Collected data entries
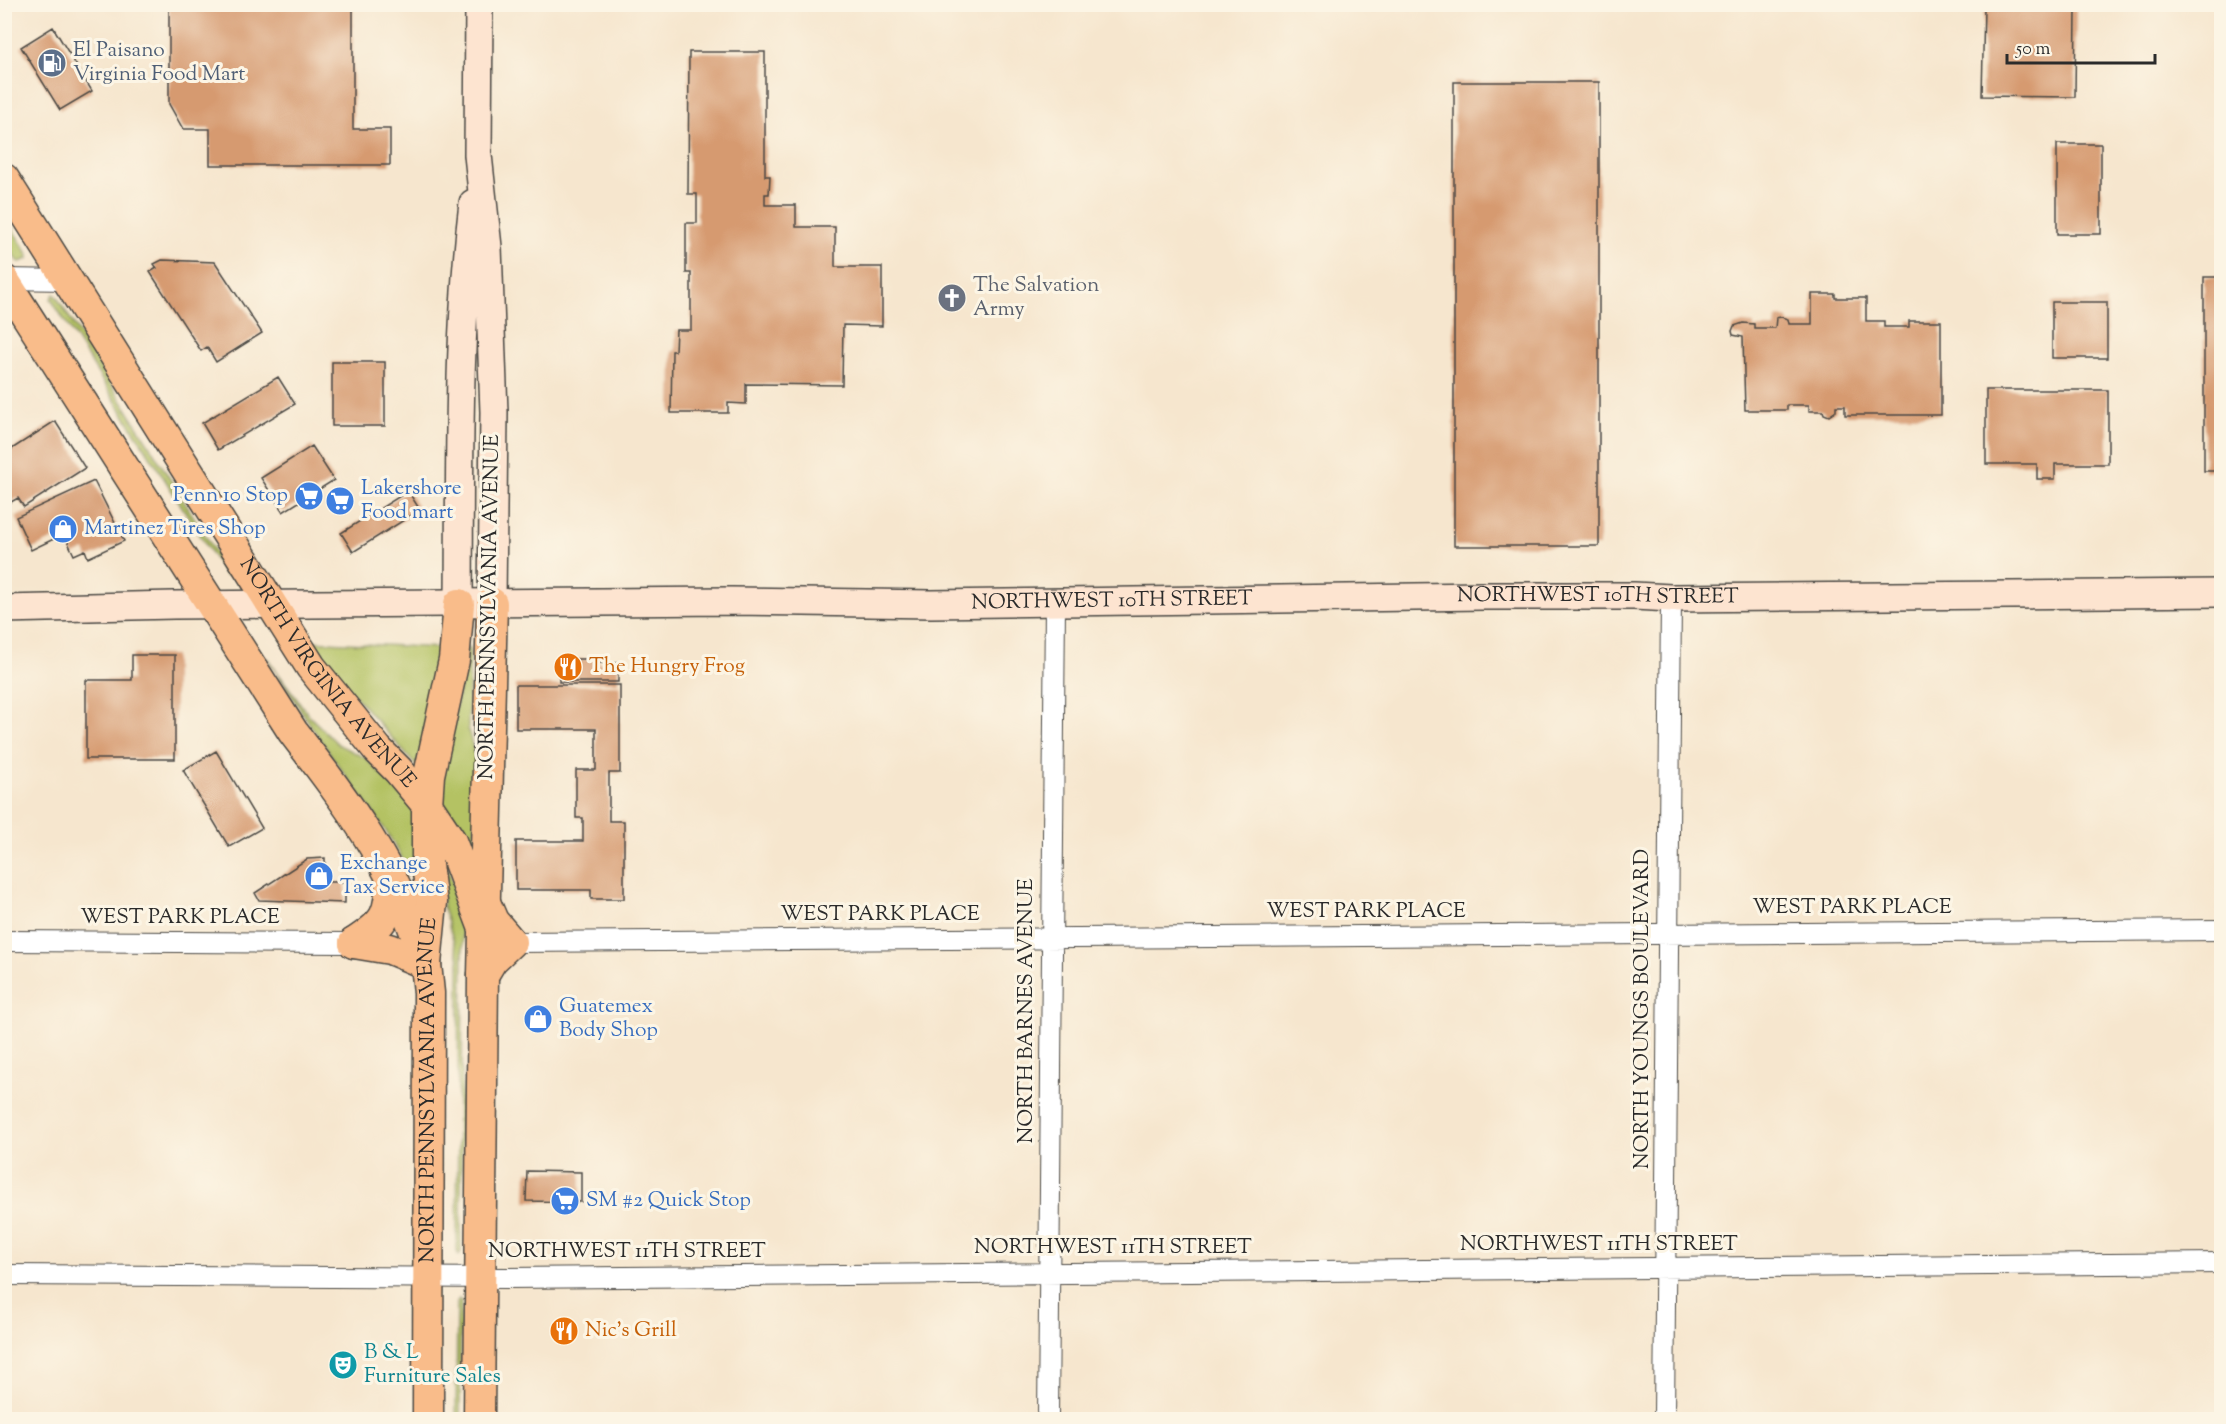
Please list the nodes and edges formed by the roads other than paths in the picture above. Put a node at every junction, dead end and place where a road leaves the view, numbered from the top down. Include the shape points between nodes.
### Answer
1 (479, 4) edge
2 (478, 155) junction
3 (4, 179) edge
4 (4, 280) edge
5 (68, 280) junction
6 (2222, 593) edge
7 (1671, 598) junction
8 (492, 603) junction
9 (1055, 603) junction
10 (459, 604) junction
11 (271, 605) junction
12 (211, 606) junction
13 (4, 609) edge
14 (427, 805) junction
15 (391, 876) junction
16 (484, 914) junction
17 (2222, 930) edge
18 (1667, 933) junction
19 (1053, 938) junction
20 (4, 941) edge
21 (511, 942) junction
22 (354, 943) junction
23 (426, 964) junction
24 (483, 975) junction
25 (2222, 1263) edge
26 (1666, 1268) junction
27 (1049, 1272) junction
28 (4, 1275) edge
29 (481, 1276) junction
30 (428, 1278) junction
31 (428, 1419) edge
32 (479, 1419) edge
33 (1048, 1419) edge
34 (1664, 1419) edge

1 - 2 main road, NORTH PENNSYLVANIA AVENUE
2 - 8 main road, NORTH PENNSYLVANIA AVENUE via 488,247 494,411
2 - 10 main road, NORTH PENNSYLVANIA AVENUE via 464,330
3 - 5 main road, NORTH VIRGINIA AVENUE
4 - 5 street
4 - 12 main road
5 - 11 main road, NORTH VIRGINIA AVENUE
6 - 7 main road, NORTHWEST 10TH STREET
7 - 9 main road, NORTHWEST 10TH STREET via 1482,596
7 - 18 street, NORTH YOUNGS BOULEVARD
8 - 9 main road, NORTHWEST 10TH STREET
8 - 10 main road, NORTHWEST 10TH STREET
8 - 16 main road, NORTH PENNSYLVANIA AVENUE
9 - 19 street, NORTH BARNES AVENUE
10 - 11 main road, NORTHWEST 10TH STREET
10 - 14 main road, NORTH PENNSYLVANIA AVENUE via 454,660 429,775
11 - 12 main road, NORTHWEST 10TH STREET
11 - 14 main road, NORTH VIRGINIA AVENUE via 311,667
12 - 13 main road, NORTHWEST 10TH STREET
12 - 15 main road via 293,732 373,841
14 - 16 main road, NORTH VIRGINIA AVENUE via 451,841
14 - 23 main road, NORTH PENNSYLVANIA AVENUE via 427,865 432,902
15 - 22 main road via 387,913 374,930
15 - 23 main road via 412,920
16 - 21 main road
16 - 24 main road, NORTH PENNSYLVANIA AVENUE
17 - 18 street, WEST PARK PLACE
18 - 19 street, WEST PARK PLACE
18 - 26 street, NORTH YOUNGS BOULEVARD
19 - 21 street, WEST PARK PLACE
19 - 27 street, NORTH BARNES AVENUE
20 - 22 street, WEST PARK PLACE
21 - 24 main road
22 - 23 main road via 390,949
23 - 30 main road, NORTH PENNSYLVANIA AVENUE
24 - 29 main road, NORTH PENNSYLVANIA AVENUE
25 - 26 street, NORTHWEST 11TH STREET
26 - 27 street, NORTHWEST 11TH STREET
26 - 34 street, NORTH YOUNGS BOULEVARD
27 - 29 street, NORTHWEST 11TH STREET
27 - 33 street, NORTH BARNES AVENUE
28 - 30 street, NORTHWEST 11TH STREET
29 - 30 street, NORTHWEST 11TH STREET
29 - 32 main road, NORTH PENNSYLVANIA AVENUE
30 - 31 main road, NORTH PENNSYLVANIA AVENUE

* [Task item]: Gather all lines with the string "BOULEVARD" from the data.

* [Response]:
7 - 18 street, NORTH YOUNGS BOULEVARD
18 - 26 street, NORTH YOUNGS BOULEVARD
26 - 34 street, NORTH YOUNGS BOULEVARD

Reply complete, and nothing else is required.